Records from a dataset |
━━━━━━━━━━━━━━━━━━━━━━━━━━━━━━

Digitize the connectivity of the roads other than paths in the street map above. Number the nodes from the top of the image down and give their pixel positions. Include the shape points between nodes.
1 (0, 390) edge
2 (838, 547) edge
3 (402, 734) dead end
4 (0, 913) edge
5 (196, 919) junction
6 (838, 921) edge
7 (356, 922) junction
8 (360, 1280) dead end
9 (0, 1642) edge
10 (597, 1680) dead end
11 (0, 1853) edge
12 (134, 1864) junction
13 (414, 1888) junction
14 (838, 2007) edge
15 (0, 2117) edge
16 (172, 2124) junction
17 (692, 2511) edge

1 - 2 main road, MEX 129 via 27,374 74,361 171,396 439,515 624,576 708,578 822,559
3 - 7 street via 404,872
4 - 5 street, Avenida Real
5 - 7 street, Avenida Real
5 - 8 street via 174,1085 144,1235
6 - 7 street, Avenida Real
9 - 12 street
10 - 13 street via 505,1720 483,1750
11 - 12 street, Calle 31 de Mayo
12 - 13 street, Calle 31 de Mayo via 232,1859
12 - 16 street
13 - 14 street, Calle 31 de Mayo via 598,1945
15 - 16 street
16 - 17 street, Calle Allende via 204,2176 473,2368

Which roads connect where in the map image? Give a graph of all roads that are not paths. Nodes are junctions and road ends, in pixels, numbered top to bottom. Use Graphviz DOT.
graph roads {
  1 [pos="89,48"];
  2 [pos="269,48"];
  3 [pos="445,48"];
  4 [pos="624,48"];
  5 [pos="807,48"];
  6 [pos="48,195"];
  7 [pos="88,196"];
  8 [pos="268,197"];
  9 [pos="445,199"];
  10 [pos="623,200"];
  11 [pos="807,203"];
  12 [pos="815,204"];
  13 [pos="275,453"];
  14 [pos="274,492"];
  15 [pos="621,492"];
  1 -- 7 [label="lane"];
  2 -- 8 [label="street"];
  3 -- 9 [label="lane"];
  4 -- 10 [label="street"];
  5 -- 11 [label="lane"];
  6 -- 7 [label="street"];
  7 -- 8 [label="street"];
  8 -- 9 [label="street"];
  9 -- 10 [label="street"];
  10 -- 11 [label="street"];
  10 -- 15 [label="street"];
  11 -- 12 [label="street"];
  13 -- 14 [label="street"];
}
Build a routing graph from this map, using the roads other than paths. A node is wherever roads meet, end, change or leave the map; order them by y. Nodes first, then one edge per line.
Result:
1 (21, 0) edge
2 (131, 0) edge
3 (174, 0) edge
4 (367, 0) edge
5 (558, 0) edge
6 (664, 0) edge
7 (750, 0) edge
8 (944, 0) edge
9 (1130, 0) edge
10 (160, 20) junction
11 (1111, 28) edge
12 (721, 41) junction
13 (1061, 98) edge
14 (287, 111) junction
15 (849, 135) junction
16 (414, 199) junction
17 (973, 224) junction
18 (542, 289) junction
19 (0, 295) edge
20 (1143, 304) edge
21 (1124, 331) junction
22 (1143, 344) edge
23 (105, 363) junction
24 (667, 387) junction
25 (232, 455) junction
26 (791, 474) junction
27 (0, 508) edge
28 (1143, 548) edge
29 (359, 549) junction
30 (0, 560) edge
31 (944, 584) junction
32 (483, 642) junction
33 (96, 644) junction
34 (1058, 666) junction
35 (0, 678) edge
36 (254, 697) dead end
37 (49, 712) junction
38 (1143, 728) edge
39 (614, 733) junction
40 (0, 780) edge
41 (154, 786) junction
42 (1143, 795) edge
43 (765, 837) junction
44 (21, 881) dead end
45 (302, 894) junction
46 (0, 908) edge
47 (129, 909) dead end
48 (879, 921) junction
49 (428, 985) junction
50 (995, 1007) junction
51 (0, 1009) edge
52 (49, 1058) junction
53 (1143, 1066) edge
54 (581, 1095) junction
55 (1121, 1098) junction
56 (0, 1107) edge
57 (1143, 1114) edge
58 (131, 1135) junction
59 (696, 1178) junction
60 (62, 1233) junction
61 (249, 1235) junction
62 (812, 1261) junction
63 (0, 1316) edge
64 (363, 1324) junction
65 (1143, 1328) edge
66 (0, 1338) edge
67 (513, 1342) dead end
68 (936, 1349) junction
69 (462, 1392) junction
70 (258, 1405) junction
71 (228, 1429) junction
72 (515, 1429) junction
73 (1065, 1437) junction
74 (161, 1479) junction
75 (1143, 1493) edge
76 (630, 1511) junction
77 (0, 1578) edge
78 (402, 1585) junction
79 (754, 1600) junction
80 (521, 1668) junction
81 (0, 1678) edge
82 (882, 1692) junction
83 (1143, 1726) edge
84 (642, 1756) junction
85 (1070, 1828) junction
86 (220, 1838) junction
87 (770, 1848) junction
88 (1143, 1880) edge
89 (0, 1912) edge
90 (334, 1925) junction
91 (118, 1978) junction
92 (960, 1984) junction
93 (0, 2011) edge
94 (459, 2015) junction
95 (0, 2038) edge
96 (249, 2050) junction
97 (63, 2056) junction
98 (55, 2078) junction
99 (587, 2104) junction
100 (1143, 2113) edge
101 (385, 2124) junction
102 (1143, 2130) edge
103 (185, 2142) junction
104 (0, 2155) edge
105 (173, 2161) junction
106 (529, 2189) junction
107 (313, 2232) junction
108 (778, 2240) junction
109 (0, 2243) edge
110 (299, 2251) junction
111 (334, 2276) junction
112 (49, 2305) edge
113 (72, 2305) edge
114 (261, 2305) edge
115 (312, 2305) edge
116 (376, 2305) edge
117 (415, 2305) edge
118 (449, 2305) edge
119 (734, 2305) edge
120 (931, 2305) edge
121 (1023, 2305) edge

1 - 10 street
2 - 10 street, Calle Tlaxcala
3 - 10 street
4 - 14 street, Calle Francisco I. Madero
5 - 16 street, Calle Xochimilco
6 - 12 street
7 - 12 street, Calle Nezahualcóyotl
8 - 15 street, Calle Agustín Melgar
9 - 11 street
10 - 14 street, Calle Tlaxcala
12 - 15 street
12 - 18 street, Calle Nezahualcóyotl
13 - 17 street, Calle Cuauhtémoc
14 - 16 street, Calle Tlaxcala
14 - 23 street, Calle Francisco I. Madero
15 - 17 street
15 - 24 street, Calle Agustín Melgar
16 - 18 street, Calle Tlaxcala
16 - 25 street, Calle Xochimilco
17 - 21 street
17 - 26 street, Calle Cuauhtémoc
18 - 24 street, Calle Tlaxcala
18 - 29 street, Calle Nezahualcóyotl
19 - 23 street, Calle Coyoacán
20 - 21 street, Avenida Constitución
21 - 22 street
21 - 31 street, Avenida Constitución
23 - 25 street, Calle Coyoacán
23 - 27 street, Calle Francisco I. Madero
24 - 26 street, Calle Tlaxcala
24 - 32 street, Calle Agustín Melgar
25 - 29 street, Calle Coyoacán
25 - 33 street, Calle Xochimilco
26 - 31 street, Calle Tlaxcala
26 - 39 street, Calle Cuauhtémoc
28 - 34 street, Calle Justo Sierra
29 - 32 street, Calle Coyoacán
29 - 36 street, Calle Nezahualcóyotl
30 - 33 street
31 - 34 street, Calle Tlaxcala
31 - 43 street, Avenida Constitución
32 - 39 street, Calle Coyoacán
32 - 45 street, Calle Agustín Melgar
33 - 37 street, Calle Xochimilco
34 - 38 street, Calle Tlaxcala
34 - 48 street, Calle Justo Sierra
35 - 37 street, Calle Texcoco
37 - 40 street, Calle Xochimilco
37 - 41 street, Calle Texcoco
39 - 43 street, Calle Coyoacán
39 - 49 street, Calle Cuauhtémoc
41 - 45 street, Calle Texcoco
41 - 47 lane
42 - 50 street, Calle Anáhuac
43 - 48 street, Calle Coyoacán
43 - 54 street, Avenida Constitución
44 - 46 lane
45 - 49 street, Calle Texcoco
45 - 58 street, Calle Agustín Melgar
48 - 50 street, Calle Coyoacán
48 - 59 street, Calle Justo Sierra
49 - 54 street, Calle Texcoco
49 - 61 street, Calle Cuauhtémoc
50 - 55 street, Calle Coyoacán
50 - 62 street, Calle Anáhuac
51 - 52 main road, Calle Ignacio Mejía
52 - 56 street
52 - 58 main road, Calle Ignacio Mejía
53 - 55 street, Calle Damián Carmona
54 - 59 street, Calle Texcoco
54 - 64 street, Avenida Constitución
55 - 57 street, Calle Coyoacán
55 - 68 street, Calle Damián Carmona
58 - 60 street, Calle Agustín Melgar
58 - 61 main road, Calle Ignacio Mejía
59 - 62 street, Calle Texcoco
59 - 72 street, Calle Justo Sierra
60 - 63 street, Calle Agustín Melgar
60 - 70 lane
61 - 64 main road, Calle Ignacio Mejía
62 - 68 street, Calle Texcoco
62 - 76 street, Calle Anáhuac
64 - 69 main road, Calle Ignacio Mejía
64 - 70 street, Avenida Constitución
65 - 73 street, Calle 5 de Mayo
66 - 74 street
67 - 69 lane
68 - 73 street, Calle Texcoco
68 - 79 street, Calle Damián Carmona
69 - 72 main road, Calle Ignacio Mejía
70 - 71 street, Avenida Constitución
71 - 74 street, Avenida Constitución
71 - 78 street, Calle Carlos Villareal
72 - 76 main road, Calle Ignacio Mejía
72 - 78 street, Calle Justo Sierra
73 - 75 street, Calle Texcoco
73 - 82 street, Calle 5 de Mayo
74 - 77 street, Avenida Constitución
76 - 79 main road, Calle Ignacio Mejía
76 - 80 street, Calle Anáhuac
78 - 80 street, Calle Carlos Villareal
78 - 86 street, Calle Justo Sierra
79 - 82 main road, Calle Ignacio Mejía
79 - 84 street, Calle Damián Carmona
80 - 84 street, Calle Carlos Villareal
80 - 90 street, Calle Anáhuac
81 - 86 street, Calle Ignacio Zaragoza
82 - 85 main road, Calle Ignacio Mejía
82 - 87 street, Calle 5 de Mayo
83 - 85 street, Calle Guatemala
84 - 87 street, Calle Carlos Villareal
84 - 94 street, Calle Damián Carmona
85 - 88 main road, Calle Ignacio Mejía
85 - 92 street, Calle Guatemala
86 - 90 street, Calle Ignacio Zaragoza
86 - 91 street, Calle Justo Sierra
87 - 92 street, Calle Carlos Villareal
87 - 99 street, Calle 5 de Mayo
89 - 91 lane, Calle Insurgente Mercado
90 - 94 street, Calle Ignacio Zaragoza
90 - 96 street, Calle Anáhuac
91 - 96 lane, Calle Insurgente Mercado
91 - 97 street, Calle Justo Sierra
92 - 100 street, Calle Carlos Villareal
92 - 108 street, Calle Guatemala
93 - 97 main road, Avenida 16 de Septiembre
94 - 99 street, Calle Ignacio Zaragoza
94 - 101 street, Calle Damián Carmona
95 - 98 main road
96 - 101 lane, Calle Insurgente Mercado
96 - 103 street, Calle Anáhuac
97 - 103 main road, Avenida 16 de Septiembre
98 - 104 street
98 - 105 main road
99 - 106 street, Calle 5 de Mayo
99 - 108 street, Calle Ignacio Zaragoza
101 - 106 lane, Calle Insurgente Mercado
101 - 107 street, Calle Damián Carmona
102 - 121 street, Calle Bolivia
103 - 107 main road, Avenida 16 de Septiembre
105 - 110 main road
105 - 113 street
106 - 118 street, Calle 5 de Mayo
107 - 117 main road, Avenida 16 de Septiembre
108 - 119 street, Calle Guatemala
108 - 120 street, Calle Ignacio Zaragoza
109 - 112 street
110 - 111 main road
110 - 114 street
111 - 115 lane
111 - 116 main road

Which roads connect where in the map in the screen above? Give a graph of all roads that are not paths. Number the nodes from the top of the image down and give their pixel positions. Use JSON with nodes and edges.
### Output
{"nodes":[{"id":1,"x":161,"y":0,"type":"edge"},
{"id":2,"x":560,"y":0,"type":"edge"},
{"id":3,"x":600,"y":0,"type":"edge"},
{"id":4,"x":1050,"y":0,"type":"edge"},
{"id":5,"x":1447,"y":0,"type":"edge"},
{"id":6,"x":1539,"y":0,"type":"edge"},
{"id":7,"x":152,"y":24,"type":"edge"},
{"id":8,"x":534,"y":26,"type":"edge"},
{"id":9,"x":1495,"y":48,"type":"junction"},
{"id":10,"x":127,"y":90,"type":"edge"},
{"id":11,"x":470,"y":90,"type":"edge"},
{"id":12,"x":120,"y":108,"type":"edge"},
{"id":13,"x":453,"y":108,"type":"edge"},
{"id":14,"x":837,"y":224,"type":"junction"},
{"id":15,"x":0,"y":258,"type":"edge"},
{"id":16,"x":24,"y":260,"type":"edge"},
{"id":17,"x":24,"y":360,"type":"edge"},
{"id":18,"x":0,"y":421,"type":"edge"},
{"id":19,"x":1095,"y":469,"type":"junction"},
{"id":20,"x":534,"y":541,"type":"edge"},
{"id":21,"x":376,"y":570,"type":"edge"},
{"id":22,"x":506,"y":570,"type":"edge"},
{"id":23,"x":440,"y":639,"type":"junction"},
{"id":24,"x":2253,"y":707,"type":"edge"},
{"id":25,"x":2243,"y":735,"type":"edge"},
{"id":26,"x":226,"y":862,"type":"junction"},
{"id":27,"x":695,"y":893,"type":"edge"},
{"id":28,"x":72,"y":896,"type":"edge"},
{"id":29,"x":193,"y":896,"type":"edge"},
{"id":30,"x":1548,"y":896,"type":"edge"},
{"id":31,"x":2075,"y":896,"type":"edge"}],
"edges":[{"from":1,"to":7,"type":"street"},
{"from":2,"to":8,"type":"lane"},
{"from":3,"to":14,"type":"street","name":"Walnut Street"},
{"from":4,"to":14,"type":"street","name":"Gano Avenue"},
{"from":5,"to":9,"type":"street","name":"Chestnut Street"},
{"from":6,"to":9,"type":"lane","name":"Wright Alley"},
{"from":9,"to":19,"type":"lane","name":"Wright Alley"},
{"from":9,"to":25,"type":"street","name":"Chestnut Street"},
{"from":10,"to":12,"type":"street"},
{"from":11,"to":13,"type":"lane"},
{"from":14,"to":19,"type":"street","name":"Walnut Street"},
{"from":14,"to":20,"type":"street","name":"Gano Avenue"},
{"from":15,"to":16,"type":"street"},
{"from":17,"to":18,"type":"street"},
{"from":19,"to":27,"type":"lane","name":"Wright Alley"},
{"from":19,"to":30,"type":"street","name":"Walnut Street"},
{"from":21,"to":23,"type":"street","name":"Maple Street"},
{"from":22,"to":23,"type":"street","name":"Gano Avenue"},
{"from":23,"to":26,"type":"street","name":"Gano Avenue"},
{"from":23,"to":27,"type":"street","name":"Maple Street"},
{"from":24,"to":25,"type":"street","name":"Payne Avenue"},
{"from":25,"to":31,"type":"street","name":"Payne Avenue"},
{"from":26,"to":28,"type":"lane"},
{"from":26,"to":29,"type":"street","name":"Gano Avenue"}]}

━━━━━━━━━━━━━━━━━━━━━━━━━━━━━━

What you are asked to do | Scanning the data above, count the lines in which the string "Alley" occurs and state only the count.

Answer space | 3